GMO crops have no health risks for human health, study says
A study by the National Academies of Sciences, Engineering and Medicine reports that genetically engineered crops and food made from it don’t pose additional health risks to humans compared with their conventionally bred counterparts.
The findings were released in a 408-page report by a NAS committee. It reviewed epidemiological data from the US and Canada, where food made with genetically engineered (GE) plants has been consumed for the past two decades, and compared it with information from Western Europe, where such foods aren’t widely eaten.

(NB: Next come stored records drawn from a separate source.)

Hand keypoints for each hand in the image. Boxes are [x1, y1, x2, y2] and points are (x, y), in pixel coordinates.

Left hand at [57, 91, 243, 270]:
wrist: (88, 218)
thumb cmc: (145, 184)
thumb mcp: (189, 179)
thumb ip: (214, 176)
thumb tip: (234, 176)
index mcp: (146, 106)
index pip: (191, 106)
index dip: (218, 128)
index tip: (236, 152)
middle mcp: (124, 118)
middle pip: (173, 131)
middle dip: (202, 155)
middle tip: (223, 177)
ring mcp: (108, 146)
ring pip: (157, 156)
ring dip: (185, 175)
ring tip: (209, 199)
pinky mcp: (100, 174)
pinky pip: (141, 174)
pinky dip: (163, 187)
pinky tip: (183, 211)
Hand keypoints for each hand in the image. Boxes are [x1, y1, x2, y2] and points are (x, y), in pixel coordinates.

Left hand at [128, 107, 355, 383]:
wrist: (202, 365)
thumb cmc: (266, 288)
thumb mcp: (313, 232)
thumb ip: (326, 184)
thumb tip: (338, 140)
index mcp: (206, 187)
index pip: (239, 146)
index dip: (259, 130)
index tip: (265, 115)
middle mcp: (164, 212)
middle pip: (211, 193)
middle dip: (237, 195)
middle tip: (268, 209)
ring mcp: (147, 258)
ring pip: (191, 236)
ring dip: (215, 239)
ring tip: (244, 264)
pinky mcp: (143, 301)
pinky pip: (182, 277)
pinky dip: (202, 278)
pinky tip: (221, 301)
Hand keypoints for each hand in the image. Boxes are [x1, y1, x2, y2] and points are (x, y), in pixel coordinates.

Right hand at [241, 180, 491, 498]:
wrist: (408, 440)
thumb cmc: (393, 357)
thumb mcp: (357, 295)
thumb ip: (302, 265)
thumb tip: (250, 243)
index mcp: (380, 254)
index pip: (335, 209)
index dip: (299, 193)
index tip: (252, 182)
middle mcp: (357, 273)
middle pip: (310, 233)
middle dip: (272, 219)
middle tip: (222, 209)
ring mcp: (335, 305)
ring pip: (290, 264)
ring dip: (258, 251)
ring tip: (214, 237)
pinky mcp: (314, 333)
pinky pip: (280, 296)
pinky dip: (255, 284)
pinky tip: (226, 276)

“The committee found no evidence of differences between the data from the United Kingdom and western Europe and the data from the United States and Canada in the long-term pattern of increase or decrease in specific health problems after the introduction of GE foods in the 1990s,” the NAS said. While no substantiated evidence was found to link modified crops to increased health risks, the study cited the difficulty in detecting subtle or long-term effects on health and the environment.

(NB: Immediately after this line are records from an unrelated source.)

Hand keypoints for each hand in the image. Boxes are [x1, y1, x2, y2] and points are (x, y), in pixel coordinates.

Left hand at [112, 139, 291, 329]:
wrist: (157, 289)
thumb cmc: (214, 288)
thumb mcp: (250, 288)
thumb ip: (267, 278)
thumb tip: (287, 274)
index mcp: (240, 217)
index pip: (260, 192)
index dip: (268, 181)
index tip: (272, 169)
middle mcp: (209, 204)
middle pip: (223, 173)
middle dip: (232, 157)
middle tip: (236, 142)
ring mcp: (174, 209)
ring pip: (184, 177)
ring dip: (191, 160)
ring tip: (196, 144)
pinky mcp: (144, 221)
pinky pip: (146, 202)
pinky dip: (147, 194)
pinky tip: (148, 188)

Genetically modified crops have attracted controversy ever since they were first commercialized two decades ago, but have come under particular scrutiny in recent months. In the US, a law requiring labeling of some foods containing GMO ingredients is set to take effect in Vermont on July 1 after a bid to create a national standard stalled in the Senate earlier this year. Major food companies have said scientific consensus proves that genetically modified organisms, or GMOs, are safe and that labeling is unnecessary and could drive up costs for consumers. Groups opposed to GMOs on ethical and environmental grounds say consumers have a right to know if their food has been modified.
The NAS study said mandatory GE-labeling would give buyers the chance to make “their own personal risk-benefit decisions” about the products. Without it, consumers are deprived of making an informed choice about the goods, the authors wrote. The study “takes a major policy step in calling on the food and agriculture industries to increase transparency regarding GMO foods,” the Environmental Working Group in Washington said in a statement.
Another source of debate over GMOs involves safety concerns of glyphosate, the weedkiller that some crops have been modified to tolerate. The chemical, sold by Monsanto Co. under the Roundup brand, probably causes cancer, the International Agency for Research on Cancer said last year. Monsanto, the world’s largest seed company, rejected the findings. The World Health Organization and the Food and Agriculture Organization of the United Nations said in a report Monday that glyphosate isn’t likely to be carcinogenic.
The committee recommended that new crop varieties be regulated based on a plant’s characteristics, rather than the process by which it was created. The committee’s review was focused on corn, soybean and cotton crops and involved the review of about 900 publications. More than 90% of the corn and soybeans planted in the US last year were produced from genetically engineered seed, according to US Department of Agriculture data.